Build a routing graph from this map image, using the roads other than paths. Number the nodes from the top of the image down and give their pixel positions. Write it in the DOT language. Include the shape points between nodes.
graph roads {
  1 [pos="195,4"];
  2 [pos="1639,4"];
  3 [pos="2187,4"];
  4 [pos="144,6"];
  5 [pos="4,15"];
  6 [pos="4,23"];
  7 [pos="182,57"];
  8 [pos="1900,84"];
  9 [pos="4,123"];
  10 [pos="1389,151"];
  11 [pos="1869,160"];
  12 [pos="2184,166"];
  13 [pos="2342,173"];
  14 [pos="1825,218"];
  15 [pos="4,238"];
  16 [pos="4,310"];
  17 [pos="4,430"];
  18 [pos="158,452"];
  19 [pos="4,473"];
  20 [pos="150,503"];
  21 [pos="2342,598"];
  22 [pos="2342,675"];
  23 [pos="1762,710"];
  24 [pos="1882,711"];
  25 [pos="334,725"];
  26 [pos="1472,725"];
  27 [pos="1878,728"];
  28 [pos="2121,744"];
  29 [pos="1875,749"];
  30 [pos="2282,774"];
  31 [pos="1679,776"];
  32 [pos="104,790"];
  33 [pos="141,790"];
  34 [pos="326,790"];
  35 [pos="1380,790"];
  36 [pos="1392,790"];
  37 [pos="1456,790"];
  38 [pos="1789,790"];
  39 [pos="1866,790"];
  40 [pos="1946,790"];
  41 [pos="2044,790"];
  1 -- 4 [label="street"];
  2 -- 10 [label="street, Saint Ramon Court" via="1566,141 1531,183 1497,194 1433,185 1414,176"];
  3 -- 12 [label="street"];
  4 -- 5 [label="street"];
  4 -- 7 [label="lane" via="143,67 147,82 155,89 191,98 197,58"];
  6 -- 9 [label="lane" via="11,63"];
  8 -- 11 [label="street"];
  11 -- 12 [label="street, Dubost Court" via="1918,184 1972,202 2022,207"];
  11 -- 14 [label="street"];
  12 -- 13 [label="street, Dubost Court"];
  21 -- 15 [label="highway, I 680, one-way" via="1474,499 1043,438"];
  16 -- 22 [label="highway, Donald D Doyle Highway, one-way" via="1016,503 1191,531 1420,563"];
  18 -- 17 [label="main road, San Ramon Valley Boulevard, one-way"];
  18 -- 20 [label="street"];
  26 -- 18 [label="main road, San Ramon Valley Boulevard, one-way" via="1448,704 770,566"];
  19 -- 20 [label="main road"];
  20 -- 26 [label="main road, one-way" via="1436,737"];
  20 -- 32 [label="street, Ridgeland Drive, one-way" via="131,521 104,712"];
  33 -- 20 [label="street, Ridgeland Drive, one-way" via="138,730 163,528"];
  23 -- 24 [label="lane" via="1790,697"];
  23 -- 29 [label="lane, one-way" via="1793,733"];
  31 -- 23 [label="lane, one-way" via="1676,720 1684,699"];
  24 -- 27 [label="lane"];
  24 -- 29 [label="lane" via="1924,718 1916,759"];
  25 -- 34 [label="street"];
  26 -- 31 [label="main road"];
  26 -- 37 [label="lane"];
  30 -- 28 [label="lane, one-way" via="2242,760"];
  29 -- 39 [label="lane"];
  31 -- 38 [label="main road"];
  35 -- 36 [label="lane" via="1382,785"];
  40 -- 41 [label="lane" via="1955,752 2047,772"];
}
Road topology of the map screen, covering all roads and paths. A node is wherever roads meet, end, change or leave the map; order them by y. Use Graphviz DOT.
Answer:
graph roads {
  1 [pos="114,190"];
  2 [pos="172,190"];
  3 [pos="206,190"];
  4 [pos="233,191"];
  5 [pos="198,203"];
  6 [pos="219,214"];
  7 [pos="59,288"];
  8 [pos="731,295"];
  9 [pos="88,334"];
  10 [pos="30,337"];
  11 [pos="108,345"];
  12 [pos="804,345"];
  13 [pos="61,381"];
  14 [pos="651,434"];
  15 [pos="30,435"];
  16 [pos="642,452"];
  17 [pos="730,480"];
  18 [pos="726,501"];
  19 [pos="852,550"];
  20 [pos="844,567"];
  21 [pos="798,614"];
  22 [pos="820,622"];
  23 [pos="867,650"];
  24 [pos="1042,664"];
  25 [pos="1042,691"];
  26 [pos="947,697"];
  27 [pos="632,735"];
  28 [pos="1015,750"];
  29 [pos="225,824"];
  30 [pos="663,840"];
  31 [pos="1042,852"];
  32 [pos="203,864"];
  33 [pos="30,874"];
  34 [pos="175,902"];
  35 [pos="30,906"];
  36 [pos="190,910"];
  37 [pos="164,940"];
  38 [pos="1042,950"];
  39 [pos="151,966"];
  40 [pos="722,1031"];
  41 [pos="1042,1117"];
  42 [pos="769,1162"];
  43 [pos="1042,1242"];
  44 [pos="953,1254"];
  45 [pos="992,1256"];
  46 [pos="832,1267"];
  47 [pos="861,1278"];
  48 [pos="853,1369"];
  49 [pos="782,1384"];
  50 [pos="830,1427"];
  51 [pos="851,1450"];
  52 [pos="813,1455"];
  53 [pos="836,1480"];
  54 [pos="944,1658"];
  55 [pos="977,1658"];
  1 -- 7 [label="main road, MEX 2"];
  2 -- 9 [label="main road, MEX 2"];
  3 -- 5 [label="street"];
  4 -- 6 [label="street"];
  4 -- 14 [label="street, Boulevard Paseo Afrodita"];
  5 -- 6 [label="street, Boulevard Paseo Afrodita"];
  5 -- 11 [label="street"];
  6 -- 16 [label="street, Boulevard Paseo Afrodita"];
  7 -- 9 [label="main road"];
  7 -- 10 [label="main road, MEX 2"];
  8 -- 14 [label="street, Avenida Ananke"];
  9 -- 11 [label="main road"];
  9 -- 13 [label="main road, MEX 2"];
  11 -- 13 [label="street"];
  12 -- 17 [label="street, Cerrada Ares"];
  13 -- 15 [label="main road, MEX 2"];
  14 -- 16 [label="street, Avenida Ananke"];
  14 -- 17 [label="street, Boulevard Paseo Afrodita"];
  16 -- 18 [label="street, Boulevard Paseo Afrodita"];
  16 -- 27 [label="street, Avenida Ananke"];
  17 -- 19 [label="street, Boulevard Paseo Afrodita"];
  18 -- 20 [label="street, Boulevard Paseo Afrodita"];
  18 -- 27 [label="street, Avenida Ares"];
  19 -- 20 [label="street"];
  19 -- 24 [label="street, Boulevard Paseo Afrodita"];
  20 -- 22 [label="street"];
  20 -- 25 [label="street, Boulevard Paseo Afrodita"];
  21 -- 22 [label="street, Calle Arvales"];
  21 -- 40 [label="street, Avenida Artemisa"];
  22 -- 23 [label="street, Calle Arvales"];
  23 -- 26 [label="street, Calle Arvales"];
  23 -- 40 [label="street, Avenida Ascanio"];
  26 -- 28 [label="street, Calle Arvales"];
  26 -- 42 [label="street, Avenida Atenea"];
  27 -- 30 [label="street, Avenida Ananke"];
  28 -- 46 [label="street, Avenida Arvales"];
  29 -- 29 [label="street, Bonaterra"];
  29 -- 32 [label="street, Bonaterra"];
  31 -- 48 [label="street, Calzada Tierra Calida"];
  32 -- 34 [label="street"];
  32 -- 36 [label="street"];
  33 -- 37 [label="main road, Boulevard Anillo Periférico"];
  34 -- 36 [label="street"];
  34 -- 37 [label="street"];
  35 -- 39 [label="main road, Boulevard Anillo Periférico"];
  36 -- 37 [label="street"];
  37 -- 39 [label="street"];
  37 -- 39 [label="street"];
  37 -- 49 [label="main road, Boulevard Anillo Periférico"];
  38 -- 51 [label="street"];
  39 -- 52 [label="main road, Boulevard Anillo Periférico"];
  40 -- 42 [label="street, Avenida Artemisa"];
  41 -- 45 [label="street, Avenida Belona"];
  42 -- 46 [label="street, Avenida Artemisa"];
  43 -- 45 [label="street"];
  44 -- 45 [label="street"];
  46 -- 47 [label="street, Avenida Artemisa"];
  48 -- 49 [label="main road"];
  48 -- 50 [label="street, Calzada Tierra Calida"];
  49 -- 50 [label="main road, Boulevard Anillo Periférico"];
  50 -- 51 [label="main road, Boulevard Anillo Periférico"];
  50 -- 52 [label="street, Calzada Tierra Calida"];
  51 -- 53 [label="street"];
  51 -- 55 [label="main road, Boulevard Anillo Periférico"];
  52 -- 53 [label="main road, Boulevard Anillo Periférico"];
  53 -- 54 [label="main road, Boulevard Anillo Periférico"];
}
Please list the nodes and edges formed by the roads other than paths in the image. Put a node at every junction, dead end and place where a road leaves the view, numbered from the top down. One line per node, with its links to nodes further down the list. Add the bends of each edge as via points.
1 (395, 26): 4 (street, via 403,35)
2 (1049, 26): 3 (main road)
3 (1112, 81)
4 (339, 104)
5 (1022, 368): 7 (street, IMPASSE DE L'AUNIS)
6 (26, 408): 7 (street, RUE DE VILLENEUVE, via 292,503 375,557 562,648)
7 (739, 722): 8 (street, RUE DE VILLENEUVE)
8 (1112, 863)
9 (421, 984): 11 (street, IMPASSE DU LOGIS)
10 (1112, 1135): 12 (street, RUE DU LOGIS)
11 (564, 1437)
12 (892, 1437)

+ + + + +

What you should do:
Some lines of the records above contain the word "from". How many are there? Reply with the number alone.

Task response:
2